De fait, même si une redéfinition des mots-clés et de la période à retenir est envisageable, l’accès à tous les supports présents dans les lieux désignés à l’huissier dans leur contenu professionnel et personnel, y compris aux messageries et réseaux sociaux des personnes concernées qui serait de nature à satisfaire l’objectif poursuivi par l’appelante constitue une disproportion manifeste entre le champ de la mesure sollicitée et les faits dénoncés compte tenu du caractère ténu des soupçons qu’elle porte à l’encontre des associés de la société Axular radiologie, l’intervention d’un tiers dans l’entourage de chacune des parties ne pouvant être écartée contrairement à ce que soutient la société Oradianse.

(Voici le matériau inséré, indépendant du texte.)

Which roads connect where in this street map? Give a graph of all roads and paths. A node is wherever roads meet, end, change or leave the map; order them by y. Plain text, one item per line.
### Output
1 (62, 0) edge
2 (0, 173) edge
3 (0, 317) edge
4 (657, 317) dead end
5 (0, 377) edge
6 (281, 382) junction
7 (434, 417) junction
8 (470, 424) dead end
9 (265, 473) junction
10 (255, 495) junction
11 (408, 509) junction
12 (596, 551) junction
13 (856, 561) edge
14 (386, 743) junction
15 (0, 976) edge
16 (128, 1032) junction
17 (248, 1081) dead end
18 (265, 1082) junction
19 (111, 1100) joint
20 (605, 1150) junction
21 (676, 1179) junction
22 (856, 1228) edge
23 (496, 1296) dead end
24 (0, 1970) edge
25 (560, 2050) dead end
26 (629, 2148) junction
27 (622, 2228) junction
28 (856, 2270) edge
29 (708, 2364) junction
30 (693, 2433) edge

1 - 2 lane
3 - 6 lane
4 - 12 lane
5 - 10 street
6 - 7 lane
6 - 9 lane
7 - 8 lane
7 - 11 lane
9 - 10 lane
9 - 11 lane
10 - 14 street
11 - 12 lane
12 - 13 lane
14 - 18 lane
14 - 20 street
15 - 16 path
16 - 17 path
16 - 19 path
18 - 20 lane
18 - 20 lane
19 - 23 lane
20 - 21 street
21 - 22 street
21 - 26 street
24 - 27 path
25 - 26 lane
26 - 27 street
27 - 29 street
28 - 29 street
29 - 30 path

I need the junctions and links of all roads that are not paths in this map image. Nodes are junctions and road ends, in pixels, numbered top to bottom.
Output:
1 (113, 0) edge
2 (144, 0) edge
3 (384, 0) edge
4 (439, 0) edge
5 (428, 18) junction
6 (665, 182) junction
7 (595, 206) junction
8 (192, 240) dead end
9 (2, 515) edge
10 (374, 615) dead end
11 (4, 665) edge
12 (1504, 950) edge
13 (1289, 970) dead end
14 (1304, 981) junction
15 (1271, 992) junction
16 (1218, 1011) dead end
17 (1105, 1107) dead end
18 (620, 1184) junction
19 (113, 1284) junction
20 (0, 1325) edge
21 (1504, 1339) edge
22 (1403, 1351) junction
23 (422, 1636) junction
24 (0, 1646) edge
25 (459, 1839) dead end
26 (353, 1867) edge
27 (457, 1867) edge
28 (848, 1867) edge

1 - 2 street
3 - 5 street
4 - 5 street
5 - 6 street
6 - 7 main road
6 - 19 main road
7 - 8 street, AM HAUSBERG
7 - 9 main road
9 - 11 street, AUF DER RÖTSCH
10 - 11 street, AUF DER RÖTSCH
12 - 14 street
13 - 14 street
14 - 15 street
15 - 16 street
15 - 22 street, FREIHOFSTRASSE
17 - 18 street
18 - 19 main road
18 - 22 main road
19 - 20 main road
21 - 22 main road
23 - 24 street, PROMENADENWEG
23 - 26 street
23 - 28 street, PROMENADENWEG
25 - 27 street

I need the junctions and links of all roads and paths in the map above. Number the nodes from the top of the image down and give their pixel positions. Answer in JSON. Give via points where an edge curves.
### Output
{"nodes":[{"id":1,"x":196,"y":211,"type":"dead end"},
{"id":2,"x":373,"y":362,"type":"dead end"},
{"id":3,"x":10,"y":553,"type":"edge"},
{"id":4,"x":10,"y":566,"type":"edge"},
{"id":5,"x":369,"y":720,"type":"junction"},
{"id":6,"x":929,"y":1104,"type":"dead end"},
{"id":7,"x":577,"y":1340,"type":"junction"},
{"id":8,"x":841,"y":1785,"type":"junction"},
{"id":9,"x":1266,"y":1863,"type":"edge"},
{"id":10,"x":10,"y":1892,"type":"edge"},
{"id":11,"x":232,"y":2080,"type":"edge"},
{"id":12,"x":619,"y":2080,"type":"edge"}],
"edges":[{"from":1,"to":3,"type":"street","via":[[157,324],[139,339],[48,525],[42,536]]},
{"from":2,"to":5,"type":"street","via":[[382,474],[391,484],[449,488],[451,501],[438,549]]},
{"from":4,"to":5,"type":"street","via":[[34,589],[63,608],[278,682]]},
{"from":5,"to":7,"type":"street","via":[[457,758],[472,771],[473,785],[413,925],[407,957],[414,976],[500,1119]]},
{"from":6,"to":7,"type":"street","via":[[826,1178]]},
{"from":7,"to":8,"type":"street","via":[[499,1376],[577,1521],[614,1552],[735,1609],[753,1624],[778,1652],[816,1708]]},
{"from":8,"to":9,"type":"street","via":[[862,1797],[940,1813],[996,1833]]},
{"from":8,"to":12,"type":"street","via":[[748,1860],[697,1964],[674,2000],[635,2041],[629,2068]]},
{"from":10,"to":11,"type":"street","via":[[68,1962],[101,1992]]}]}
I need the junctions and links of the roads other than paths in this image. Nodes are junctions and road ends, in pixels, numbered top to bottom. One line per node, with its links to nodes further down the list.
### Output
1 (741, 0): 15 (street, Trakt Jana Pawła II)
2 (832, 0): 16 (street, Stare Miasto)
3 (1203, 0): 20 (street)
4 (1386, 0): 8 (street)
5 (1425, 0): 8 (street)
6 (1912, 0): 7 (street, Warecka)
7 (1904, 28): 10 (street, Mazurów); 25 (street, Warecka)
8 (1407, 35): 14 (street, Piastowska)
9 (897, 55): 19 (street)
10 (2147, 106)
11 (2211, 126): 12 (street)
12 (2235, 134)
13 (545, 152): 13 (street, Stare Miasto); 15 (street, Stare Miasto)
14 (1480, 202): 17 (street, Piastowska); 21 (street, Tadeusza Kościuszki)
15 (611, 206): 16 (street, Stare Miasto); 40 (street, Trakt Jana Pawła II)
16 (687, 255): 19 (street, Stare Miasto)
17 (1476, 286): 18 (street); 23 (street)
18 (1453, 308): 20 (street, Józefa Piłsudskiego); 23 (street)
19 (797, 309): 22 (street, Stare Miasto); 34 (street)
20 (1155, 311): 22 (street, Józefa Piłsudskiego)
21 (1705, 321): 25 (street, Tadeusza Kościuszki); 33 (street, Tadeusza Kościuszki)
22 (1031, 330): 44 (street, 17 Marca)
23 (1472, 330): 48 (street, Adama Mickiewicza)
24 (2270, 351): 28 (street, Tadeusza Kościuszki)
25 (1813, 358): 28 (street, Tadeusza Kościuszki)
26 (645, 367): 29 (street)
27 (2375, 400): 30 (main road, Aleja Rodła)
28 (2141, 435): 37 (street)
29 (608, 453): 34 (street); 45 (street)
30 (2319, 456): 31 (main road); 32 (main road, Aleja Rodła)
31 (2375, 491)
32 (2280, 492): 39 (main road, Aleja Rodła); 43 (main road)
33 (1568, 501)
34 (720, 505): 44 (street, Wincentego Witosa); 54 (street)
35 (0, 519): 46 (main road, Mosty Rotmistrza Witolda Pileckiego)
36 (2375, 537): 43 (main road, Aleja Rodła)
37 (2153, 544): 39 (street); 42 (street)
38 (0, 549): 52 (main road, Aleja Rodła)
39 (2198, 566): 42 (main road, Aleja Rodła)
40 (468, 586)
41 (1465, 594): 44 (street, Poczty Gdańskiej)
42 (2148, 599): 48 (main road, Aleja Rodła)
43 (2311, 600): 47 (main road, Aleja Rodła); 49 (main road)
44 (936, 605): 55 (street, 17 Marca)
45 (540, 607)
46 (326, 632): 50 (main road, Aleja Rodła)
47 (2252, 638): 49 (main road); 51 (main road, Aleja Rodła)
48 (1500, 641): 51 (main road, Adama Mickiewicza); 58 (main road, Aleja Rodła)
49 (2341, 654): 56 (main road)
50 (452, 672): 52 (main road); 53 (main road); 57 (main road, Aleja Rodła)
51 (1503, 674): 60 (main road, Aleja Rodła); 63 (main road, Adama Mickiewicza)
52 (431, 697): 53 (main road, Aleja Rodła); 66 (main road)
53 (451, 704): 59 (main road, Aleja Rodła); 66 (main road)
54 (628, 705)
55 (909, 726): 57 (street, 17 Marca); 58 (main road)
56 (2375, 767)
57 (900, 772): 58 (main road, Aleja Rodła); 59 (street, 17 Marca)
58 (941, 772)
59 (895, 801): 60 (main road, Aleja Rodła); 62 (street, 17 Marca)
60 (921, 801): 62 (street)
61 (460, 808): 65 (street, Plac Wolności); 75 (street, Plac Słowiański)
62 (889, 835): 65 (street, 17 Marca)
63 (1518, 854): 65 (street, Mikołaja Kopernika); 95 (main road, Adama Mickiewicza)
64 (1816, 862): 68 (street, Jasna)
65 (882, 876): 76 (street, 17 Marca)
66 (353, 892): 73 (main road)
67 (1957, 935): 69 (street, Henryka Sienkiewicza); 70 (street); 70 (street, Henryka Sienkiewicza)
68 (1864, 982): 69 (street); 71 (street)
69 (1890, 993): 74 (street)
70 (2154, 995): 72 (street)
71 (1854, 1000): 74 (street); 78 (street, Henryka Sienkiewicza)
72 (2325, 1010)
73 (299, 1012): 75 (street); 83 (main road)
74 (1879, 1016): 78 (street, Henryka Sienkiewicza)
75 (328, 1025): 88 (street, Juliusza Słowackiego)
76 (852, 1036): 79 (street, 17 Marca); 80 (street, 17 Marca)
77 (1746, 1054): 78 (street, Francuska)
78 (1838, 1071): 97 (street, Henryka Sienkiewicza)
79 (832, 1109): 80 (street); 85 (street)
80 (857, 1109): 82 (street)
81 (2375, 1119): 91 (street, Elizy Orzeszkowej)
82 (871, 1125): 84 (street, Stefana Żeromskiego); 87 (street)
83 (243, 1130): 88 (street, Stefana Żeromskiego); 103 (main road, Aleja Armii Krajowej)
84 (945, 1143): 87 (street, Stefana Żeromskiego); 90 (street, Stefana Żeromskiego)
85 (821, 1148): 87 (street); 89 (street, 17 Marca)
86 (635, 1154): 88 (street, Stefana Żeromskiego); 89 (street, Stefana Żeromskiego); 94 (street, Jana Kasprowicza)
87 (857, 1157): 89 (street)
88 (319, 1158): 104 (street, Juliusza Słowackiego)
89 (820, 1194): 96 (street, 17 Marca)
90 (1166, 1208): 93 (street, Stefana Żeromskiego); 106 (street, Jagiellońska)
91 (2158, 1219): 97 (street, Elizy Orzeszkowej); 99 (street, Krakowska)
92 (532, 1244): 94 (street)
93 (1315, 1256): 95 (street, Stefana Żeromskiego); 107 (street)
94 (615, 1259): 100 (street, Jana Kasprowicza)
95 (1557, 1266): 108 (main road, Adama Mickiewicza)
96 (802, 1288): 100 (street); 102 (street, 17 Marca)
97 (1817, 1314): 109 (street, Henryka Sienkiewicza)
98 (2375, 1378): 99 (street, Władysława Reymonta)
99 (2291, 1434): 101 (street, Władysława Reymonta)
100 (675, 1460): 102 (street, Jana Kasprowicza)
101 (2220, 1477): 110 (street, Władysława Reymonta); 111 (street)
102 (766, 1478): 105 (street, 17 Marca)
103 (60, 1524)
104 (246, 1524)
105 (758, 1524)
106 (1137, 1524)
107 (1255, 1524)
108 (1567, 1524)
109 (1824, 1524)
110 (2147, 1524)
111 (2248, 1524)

Il en résulterait notamment, et quelques soient les mesures qui seraient prises pour l’exploitation des données obtenues, une connaissance par la demanderesse de l’activité des personnes concernées dans le champ des affaires et de leur vie professionnelle et privée qui dépasse le périmètre des investigations légalement admises et hors de proportion à l’objectif poursuivi.

En conséquence, l’ordonnance déférée sera confirmée en toutes ses dispositions étant précisé qu’il n’y a pas lieu d’examiner la demande subsidiaire des intimés qui prospèrent au principal.

Sur Les demands accessories :

L’ordonnance en date du 31 mai 2022 sera confirmée en ses dispositions relatives aux frais irrépétibles et dépens de première instance.

En application de l’article 696 du code de procédure civile, la société Oradianse, partie perdante, devra supporter les dépens d’appel et ne saurait prétendre à l’allocation de frais irrépétibles.

En outre, eu égard à la situation des parties et à la nature du litige, il serait inéquitable de laisser à la charge des intimés les frais irrépétibles qu’ils ont exposés en cause d’appel. L’appelante sera en conséquence condamnée à verser à la SELAS Océan imagerie, à [K] [V], [R] [Y], [F] [I], [H] [D]-[L] et [U] [T], chacun, une somme de 800 euros sur le fondement de l’article 700 du code de procédure civile.

PAR CES MOTIFS :

La cour, statuant par arrêt mis à disposition au greffe, contradictoirement et en dernier ressort,

Confirme l’ordonnance de référé du 31 mai 2022 rendue par le Tribunal judiciaire de Bayonne ;

Y ajoutant,

Déboute la SAS Oradianse du surplus de ses demandes ;

Condamne la SAS Oradianse aux dépens d’appel ;

Condamne la SAS Oradianse à payer à la SELAS Océan imagerie, à [K] [V], [R] [Y], [F] [I], [H] [D]-[L] et [U] [T] la somme de 800 euros chacun au titre de l’article 700 du code de procédure civile.

Le présent arrêt a été signé par Monsieur Philippe DARRACQ, conseiller faisant fonction de Président et par Madame Nathalène DENIS, greffière suivant les dispositions de l’article 456 du Code de Procédure Civile.